So I suppose you're taking into consideration real-life science and engineering to build your argument? Crystal technology may seem more advanced to us, but Star Wars is fiction. Since crystal technology is not seen anywhere (except on lightsabers and perhaps blasters, I don't know) in the time of Luke and Vader, why not make something quite different from that for the time of Exar Kun and Ulic Qel-Droma? It's commendable even, if you ask me.

 

I remember a panel in TOTJ where Naga Sadow stares at a pool of water/liquid and actually sees what is happening in another chamber. It doesn't feel very ancient to me regarding SW timeline.

 

And can you tell he was not simply using the pool to channel the Force into displaying a vision? TotJ feels very ancient because it looks dramatically different from the movies, and a lot more bleak and sinister. For example, the only light in Sadow's ship the Corsair seemed to flow from the crystals

 

Perhaps the Stargate hype inspired the comic authors to create a diversion in SW universe.

 

I don't care about Stargate. I care about Star Wars. At least TotJ looks different than Luke's galaxy. Part of why I don't like KotOR is because its galaxy does not, when its supposed to look different. If they didn't want to summon the looks and the feel of TotJ, they still could've made something different from the movies.

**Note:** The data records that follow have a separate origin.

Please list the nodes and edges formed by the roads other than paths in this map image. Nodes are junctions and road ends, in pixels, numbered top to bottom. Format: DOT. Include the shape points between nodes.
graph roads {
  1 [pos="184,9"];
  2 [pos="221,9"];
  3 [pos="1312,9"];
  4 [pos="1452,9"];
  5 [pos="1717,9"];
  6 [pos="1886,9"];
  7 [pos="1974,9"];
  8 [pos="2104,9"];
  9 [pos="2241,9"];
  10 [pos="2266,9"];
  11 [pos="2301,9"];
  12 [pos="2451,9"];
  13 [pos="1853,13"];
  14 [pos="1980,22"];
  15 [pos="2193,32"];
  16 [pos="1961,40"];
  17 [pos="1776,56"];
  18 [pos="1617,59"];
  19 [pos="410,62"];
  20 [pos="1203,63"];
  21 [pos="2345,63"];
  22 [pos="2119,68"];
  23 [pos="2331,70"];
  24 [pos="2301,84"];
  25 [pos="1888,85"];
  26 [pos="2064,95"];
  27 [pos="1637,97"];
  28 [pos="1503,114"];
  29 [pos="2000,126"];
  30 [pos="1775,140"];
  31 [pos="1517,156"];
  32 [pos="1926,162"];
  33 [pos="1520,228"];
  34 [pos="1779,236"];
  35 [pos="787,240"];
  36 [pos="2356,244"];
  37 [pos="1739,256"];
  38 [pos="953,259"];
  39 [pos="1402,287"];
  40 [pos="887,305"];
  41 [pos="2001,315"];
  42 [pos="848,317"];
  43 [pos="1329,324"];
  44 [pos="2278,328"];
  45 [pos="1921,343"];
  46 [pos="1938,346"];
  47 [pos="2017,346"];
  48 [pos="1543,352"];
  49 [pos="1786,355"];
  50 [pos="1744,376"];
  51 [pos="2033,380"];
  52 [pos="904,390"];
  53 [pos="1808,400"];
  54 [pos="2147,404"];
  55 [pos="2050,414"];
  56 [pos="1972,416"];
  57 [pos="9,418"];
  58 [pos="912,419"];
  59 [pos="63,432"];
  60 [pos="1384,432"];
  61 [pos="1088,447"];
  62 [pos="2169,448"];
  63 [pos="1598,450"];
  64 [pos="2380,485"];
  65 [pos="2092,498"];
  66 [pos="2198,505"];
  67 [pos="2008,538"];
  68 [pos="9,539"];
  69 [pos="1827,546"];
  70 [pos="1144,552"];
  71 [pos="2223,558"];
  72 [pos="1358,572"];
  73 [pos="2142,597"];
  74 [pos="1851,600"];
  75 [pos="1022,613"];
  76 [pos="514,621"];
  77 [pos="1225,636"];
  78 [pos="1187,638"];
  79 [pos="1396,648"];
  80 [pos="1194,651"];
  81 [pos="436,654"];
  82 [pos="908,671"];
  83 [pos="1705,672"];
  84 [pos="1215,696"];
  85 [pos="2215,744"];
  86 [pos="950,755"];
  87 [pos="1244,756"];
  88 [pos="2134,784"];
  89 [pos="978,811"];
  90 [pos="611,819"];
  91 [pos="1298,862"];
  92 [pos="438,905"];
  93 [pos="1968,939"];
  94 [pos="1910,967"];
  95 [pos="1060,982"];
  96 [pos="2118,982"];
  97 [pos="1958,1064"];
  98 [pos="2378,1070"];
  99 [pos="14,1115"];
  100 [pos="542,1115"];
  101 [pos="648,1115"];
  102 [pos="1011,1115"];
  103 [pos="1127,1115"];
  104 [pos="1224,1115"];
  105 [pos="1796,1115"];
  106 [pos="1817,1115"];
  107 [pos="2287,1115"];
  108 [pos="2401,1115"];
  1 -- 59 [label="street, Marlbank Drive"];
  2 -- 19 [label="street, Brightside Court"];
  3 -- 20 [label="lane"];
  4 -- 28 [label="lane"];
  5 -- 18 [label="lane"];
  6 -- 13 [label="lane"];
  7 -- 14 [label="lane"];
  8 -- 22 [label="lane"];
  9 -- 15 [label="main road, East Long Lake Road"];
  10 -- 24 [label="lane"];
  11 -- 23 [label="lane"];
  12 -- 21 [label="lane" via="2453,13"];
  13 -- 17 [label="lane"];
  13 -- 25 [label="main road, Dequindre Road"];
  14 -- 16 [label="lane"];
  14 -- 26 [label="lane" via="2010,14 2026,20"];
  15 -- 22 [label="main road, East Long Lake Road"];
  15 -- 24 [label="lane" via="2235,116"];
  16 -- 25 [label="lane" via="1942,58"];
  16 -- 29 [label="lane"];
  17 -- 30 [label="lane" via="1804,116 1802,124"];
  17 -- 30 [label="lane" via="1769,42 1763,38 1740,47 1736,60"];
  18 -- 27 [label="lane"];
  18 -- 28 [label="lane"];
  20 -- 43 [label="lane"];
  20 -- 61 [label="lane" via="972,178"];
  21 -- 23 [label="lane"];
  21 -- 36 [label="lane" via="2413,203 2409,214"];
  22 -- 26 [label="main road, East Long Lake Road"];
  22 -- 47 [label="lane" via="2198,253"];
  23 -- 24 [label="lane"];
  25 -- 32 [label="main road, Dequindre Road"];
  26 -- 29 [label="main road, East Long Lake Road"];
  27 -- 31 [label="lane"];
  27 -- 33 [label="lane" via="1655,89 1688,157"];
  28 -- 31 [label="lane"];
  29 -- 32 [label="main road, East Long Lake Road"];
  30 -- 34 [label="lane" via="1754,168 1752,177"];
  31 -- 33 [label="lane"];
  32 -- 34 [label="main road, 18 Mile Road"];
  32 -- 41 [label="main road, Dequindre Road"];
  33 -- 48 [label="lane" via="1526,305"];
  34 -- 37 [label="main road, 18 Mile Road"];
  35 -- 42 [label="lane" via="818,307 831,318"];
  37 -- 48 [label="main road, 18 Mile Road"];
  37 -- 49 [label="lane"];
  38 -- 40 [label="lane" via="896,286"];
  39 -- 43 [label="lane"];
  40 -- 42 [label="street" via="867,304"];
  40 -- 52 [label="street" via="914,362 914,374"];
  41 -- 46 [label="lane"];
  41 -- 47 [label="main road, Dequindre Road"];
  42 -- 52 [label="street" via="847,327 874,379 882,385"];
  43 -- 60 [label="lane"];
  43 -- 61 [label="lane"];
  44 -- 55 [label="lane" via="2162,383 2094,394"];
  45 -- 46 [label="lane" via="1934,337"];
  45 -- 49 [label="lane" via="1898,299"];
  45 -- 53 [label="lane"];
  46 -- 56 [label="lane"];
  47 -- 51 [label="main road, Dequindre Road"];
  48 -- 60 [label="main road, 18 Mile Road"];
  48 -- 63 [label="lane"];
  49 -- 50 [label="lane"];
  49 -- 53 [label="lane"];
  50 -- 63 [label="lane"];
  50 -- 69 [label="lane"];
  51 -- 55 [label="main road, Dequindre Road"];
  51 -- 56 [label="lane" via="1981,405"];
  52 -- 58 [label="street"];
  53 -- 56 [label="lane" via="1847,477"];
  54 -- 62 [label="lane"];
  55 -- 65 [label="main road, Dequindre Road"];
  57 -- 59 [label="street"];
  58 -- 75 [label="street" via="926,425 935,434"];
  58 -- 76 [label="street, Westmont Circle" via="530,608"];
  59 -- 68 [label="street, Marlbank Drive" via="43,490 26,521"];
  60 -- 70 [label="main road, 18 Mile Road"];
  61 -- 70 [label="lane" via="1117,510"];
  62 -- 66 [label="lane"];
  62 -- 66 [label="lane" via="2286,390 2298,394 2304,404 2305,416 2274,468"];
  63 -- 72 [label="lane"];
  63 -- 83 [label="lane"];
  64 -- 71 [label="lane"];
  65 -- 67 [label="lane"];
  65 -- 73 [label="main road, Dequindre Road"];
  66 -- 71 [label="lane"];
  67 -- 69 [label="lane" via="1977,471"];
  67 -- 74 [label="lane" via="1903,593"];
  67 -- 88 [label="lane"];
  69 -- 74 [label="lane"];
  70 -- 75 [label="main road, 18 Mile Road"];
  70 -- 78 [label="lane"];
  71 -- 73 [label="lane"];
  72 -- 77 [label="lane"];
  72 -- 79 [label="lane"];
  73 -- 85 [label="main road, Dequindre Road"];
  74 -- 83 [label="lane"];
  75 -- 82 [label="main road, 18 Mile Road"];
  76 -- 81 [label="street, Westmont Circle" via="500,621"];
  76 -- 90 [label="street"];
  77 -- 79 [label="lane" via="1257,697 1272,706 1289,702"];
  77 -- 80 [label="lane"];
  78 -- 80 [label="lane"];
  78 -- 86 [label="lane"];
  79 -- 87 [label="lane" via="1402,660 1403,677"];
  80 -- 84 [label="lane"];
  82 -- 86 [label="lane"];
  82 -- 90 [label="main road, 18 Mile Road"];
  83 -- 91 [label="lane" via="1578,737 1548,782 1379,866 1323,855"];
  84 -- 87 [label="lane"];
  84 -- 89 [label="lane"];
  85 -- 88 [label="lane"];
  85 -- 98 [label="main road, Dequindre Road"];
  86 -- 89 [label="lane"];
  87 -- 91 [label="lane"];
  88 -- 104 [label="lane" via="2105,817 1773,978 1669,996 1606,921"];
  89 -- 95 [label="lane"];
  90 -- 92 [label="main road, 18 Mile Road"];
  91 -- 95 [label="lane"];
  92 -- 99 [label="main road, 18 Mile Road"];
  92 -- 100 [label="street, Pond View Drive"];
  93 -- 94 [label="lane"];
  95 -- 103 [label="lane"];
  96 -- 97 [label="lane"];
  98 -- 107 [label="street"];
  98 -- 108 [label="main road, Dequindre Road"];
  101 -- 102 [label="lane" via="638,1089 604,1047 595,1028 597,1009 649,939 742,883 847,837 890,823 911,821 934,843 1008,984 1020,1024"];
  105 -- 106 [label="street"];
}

It'd still seem forced to me (since fourty years are not supposed to herald an absolute change in just about everything in the galaxy where design or technology is concerned), but at least it wouldn't be the spitting image of the future galaxy.

 

But then, it still wouldn't be recognized as Star Wars by most fans aside from the text crawl. And the Sith and Jedi, but then, from what I've heard people say, I guess that's not Star Wars after all.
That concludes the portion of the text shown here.